Sarà discussa oggi in Consiglio regionale l’interrogazione di Jan Casella, consigliere regionale di AVS, sul progetto per la realizzazione di un termovalorizzatore.
“L’amministrazione regionale vuole realizzare un impianto per bruciare i rifiuti. Tra i cinque siti ipotizzati dalla Regione, tre sono in provincia di Savona: Vado Ligure, Cairo Montenotte e Cengio. Siamo contrari a questo tipo di opere, perché il futuro è l’aumento della raccolta differenziata e perché le riteniamo pericolose. Nello specifico, siamo molto preoccupati perché questi tre comuni savonesi hanno già pagato un prezzo altissimo in materia di ambiente e salute”, dichiara Jan Casella.
“Nel suo programma, il presidente Bucci aveva annunciato di voler riconvertire tutte le aree industriali dismesse della Val Bormida.
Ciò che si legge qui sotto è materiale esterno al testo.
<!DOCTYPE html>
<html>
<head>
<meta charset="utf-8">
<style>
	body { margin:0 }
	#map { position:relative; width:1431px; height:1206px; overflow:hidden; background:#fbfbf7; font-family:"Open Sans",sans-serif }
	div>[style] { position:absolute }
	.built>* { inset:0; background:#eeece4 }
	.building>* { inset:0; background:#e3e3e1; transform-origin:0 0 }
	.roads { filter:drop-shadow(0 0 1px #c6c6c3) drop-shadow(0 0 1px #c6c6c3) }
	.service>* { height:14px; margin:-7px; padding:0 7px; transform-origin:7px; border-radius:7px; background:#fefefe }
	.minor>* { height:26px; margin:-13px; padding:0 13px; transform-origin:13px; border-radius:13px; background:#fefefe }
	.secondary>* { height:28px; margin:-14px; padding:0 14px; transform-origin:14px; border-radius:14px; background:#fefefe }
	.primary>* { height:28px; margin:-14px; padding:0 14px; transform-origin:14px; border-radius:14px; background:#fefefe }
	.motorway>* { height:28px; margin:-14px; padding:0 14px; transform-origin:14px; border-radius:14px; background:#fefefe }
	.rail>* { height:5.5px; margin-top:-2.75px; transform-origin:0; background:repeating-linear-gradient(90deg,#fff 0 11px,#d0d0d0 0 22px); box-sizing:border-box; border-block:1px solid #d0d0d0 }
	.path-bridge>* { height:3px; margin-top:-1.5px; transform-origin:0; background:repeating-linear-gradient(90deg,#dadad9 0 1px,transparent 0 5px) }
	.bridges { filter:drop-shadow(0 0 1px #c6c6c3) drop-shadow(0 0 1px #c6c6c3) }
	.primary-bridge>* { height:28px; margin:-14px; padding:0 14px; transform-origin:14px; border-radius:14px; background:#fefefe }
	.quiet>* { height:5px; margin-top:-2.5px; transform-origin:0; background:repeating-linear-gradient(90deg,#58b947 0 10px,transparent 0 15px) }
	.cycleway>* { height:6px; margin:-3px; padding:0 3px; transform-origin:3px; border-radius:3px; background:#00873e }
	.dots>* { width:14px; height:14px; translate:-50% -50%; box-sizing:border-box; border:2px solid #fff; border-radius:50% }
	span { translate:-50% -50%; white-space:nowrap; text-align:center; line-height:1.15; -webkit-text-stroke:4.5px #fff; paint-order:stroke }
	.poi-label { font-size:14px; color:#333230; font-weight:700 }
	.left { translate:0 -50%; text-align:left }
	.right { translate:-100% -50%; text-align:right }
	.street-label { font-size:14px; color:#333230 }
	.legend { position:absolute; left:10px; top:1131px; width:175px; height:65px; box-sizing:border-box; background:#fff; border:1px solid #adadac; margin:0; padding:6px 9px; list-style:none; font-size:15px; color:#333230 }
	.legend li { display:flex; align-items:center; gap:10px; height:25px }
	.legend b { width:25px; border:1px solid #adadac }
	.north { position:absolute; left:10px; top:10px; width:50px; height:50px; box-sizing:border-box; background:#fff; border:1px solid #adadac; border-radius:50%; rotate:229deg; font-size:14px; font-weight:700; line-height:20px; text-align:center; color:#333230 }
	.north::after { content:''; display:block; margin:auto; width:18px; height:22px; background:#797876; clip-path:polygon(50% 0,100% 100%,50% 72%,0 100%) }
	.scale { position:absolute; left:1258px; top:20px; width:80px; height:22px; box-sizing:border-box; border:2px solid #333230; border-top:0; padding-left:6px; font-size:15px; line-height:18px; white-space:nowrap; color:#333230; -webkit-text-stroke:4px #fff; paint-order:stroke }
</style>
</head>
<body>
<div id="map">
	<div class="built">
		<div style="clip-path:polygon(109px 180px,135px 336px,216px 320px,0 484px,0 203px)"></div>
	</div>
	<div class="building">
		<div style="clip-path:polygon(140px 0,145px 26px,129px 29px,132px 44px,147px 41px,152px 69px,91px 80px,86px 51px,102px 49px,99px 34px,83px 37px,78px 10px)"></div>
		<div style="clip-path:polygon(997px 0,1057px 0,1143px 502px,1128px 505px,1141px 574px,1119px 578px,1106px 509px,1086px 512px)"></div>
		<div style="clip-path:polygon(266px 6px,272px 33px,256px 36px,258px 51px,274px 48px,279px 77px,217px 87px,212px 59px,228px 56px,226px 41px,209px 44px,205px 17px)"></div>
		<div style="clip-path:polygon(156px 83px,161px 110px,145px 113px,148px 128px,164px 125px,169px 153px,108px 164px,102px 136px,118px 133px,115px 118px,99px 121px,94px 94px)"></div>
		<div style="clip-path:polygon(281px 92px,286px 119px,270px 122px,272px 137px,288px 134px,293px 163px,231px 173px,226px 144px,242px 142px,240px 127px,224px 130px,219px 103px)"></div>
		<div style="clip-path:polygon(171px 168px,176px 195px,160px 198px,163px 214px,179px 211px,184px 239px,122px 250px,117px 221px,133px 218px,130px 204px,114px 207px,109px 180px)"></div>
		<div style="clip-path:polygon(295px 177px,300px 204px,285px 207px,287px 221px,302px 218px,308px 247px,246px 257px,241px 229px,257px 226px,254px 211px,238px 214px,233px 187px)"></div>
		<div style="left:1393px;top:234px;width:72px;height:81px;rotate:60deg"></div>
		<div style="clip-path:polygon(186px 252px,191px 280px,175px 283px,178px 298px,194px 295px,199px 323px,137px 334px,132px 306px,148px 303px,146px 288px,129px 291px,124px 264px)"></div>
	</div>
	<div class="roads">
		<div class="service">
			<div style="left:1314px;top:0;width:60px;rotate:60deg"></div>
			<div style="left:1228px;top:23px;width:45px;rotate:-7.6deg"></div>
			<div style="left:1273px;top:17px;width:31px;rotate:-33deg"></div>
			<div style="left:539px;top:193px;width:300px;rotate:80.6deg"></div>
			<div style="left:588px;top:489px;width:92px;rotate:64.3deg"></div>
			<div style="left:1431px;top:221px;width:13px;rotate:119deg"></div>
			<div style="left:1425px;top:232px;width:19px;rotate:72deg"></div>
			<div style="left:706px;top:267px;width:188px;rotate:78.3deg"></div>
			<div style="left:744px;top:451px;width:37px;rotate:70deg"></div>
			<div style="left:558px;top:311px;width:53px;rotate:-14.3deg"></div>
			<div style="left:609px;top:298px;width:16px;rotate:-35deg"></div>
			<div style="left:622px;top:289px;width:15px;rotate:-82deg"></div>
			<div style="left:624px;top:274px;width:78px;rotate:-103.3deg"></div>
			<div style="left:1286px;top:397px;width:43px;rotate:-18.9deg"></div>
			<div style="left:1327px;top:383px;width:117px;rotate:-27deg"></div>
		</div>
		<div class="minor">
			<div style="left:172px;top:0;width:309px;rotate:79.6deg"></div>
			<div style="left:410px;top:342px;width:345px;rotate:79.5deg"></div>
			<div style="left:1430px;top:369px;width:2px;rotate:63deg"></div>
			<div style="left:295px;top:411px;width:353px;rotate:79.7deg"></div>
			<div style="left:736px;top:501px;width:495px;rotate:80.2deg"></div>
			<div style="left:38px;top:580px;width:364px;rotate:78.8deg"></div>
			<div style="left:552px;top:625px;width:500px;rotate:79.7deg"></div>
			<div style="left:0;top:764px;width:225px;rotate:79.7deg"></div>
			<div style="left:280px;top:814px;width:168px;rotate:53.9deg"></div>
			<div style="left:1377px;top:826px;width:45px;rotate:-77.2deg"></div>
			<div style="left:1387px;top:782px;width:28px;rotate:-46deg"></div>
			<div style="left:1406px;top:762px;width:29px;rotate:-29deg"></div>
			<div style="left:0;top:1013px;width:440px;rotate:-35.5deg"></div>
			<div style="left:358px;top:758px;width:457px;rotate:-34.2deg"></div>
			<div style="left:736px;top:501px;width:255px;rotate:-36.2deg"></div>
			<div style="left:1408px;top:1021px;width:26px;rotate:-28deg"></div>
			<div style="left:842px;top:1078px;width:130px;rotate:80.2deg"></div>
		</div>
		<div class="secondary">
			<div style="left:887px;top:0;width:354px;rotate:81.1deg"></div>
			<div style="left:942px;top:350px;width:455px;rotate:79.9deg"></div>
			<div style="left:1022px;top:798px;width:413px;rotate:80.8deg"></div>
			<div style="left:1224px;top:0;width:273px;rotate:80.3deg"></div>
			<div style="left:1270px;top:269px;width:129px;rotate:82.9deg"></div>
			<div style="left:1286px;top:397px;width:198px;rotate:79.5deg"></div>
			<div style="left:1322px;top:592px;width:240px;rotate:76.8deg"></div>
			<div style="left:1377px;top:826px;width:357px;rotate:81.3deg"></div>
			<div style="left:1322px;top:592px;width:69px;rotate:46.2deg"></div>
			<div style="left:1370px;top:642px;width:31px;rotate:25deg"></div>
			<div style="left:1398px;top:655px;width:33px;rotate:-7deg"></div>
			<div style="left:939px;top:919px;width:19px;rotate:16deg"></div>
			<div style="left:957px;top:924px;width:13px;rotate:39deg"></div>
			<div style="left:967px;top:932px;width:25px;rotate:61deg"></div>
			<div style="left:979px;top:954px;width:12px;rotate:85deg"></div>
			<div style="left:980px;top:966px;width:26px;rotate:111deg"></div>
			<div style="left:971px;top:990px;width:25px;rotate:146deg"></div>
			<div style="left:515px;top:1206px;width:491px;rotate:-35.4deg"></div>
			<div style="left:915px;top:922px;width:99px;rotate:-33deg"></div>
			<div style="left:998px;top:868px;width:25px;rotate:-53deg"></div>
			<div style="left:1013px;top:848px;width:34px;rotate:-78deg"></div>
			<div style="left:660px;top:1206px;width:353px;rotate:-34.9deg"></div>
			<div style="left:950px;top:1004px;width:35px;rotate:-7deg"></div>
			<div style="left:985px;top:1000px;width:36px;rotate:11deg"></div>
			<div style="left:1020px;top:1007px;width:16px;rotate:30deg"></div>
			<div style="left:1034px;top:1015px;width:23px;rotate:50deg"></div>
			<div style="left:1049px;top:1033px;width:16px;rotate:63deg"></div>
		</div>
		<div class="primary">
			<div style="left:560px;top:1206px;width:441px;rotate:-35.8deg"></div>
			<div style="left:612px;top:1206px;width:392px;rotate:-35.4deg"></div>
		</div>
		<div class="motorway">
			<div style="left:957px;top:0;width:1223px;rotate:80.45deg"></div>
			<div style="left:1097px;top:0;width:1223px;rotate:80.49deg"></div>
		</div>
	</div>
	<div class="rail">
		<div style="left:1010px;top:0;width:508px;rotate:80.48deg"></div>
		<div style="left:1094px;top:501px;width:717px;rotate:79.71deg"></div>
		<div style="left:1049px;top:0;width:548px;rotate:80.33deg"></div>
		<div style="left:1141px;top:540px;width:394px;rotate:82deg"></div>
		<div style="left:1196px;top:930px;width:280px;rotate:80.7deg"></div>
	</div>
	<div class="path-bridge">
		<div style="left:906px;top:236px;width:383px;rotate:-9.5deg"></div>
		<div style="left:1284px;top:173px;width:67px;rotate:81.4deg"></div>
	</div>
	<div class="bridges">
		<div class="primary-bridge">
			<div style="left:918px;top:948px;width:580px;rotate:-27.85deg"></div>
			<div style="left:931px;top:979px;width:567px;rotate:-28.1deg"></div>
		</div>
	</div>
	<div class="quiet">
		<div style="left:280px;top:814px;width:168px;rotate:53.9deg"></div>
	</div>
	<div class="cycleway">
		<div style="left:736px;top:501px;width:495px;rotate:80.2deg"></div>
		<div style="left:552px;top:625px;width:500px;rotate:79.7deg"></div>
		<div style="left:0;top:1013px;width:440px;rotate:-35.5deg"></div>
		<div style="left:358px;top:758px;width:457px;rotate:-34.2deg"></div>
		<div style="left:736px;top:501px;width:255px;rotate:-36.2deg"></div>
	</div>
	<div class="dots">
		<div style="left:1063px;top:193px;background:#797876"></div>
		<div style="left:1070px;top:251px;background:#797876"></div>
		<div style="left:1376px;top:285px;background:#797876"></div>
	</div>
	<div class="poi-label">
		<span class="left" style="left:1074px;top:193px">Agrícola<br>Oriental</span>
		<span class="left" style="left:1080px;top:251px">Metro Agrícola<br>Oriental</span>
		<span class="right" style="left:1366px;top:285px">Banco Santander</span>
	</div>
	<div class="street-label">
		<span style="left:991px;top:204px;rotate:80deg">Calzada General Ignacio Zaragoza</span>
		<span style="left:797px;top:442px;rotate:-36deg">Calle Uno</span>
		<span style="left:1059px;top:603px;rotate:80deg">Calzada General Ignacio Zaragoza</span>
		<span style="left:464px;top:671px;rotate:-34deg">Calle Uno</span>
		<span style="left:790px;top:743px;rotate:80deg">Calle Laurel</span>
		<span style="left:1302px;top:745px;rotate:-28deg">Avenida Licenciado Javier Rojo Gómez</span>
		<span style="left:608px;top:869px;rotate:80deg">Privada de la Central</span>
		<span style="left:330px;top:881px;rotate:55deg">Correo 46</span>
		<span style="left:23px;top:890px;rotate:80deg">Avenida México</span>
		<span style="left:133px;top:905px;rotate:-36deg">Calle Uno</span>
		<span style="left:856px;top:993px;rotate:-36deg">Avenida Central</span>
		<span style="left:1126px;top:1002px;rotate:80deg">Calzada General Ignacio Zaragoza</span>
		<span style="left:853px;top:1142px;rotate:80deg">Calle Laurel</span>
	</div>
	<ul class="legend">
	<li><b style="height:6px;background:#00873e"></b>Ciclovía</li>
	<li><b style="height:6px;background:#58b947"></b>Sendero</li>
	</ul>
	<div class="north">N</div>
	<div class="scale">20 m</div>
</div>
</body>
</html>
Questo progetto ambizioso è necessario e deve essere realizzato con aziende a zero impatto ambientale: non attraverso la costruzione di un impianto per incenerire la spazzatura”, sottolinea il consigliere regionale di AVS.
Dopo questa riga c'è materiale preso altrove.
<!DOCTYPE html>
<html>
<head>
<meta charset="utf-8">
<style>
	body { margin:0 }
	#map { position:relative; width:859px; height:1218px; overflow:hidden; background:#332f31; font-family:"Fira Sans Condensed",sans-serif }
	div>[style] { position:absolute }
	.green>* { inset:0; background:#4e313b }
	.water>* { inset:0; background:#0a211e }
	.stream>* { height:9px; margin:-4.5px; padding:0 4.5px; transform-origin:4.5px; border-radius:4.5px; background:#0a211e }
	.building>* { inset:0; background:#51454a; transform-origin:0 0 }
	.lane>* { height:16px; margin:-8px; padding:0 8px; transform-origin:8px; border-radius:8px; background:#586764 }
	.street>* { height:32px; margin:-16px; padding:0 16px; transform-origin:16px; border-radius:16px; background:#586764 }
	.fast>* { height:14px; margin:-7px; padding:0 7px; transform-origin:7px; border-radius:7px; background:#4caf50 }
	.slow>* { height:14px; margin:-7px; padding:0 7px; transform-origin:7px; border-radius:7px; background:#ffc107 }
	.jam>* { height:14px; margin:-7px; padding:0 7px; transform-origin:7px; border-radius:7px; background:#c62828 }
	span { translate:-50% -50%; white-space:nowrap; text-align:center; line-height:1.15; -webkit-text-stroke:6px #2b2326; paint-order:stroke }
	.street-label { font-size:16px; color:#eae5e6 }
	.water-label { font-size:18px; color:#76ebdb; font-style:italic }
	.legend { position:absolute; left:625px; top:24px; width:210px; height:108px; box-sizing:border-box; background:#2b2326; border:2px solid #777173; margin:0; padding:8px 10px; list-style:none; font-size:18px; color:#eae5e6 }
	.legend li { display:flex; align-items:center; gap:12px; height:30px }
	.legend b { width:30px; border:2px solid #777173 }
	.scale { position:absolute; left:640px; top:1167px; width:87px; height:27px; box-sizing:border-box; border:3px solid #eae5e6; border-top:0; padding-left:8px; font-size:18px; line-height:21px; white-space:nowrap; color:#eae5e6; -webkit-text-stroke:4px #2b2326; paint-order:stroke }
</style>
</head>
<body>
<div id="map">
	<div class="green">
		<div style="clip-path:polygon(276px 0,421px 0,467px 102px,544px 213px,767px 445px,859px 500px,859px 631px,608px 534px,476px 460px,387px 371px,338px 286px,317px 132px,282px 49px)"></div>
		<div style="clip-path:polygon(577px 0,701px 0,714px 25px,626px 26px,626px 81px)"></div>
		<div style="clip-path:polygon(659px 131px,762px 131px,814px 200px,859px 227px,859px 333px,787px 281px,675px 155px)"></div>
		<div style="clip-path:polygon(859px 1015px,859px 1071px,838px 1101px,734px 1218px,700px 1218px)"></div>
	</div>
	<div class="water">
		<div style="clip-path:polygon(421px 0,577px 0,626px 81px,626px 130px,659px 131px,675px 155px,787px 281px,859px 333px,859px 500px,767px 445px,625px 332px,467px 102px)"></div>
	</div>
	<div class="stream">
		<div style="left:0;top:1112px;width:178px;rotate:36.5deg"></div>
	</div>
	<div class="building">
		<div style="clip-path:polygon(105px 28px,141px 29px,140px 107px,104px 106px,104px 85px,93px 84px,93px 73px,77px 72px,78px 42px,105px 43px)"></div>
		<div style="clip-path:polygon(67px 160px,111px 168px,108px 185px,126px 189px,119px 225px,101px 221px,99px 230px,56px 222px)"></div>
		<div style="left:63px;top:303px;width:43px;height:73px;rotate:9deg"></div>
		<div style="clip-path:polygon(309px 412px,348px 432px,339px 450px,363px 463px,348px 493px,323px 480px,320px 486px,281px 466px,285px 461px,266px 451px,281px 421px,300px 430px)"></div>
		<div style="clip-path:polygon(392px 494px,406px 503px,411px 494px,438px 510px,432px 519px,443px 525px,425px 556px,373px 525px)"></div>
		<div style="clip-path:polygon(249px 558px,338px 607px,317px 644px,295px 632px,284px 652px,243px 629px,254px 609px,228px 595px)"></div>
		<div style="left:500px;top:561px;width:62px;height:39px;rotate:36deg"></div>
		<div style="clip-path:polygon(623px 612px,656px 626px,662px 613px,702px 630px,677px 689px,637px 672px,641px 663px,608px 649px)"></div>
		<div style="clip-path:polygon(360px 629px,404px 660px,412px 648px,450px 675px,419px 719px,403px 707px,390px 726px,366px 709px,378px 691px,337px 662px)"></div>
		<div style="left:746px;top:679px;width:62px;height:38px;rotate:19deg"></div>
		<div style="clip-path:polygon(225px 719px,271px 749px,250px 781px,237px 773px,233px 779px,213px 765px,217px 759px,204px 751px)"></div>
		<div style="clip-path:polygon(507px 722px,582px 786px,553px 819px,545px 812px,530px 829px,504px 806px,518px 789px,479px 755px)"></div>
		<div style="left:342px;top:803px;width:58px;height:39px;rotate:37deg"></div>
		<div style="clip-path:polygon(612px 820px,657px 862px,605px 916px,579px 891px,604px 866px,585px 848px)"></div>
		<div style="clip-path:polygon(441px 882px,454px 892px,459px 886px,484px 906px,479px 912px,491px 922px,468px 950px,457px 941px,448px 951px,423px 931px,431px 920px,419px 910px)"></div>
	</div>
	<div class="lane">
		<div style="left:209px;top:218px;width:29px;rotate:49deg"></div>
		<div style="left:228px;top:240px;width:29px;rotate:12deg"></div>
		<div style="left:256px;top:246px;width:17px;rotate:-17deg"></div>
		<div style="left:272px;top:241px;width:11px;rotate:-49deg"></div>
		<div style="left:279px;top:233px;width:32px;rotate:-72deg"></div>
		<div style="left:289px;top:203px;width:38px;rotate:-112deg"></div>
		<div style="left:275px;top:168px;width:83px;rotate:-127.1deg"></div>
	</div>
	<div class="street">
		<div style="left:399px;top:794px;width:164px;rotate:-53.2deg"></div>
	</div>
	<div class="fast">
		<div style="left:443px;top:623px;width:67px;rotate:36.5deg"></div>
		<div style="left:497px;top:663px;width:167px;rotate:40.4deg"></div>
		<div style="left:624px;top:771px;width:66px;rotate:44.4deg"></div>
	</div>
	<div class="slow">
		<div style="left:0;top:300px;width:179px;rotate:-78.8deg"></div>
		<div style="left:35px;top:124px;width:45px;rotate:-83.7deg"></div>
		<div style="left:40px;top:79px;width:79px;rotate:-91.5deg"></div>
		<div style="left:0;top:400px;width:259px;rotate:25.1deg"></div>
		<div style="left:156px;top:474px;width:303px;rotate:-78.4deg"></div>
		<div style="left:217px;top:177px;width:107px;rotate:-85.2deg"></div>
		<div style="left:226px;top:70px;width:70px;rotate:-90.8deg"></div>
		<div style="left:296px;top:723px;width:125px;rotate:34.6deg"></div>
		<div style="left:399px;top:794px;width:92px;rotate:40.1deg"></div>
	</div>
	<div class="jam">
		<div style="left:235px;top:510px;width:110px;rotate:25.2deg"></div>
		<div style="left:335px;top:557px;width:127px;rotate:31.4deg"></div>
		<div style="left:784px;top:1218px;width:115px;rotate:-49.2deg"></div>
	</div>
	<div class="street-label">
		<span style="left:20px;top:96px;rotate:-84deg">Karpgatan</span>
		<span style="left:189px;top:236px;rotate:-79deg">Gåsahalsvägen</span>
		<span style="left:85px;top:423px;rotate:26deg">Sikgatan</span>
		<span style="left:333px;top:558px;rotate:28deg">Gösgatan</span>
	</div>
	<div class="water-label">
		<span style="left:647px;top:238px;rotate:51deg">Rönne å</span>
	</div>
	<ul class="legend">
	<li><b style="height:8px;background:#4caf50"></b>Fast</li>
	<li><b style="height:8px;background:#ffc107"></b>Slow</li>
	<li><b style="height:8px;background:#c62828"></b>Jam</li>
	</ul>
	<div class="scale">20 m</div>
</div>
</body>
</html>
“È sbagliato e pericoloso delegare ai privati la scelta di come e dove realizzare il termovalorizzatore. I privati hanno come obiettivo il profitto, mentre la gestione dei rifiuti deve seguire logiche di interesse pubblico, tra cui la tutela dell’ambiente e della salute. Per questi motivi, condividiamo i timori di cittadini e amministratori locali, preoccupati per un progetto calato dall’alto. Evidentemente l’esempio del rigassificatore non è bastato. Se la giunta regionale dovesse andare avanti su questa strada, siamo pronti a sostenere un referendum per chiedere il parere delle popolazioni interessate dall’opera”, afferma Jan Casella.